Assignment:
Every line of the records that holds the word "thumb" should be copied out.

━━ Material to process

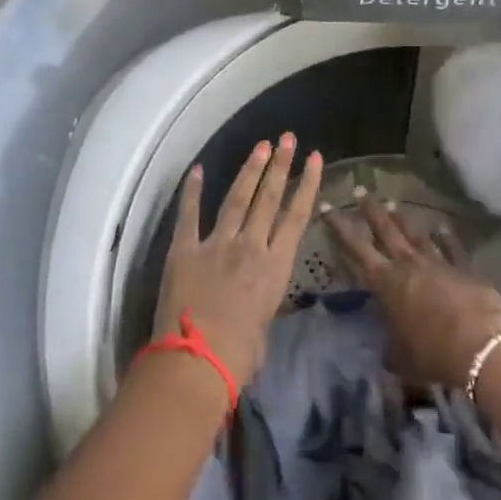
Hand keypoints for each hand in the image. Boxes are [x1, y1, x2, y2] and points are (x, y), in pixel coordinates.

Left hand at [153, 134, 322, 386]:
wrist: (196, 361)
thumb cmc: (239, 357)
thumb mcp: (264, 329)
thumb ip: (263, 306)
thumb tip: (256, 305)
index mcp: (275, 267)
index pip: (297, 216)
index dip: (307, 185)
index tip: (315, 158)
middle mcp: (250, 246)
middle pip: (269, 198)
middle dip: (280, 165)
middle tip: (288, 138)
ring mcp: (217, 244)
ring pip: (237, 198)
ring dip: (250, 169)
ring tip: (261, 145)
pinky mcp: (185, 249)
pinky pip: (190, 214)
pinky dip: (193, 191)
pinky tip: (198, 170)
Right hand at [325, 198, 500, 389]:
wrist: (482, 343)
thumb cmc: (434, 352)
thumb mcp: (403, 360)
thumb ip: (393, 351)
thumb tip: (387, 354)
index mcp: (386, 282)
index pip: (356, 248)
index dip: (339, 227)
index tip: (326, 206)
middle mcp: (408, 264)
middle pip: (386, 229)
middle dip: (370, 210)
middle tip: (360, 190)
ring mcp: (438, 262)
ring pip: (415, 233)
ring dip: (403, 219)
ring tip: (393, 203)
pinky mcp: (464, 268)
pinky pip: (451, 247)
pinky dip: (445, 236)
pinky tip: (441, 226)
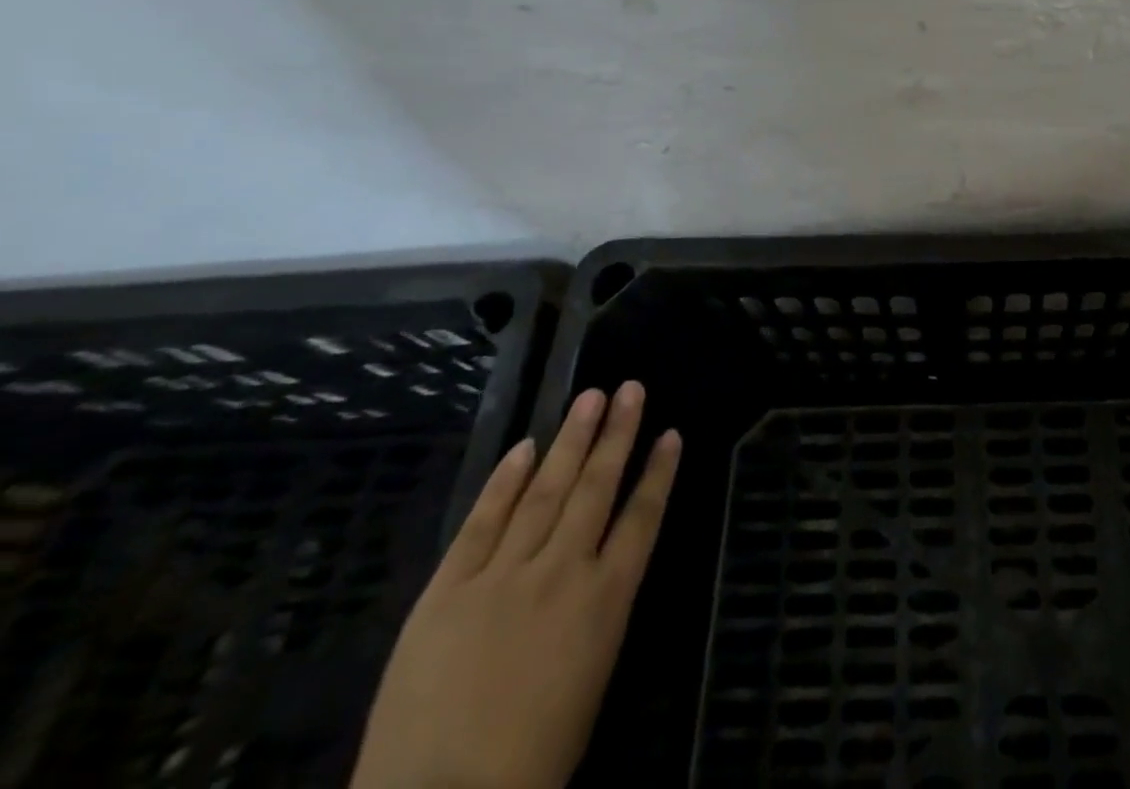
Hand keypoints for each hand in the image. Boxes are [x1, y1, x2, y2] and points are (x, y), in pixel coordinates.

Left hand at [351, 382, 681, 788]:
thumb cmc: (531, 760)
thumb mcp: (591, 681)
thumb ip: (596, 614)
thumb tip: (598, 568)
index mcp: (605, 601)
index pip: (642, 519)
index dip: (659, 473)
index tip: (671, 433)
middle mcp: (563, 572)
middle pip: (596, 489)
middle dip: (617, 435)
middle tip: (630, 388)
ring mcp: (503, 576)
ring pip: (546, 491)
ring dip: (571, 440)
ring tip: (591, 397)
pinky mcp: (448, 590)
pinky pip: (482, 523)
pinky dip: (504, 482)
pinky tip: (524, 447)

━━━━
━━ Material to process

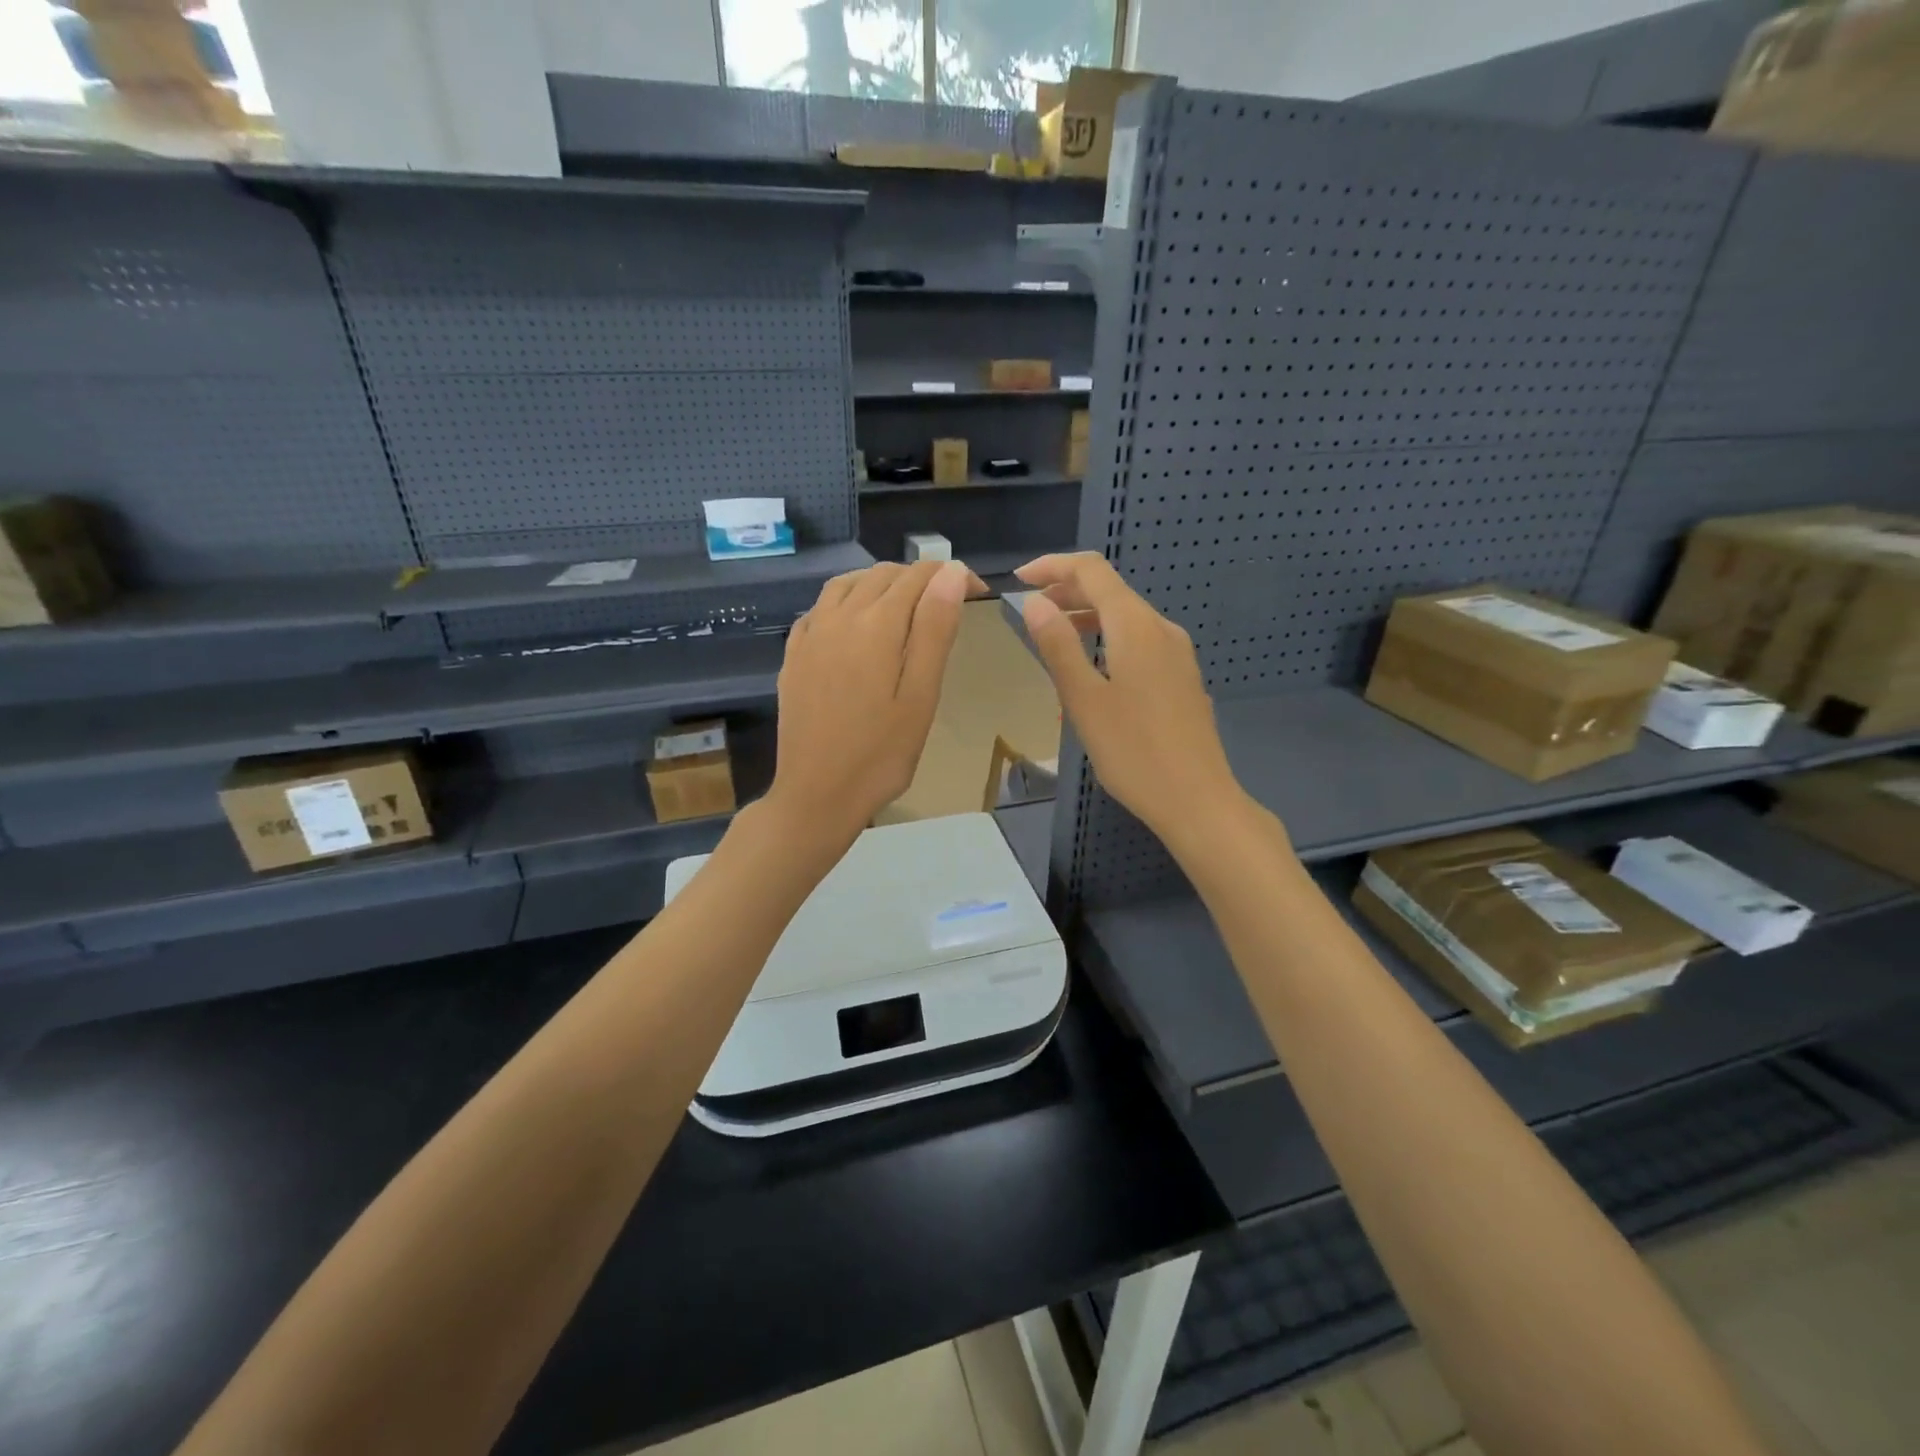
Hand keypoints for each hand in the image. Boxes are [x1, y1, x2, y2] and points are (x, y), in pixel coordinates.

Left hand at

━━━━

Result for this task:
thumb cmc: (239, 357)
thumb mcp: (264, 329)
thumb ip: (263, 306)
thumb tip: (256, 305)
thumb cmc: (434, 352)
thumb mcp: (403, 360)
thumb ip: (393, 351)
thumb tip: (387, 354)
thumb cmc: (531, 760)
thumb mcp: (591, 681)
thumb ip: (596, 614)
thumb tip: (598, 568)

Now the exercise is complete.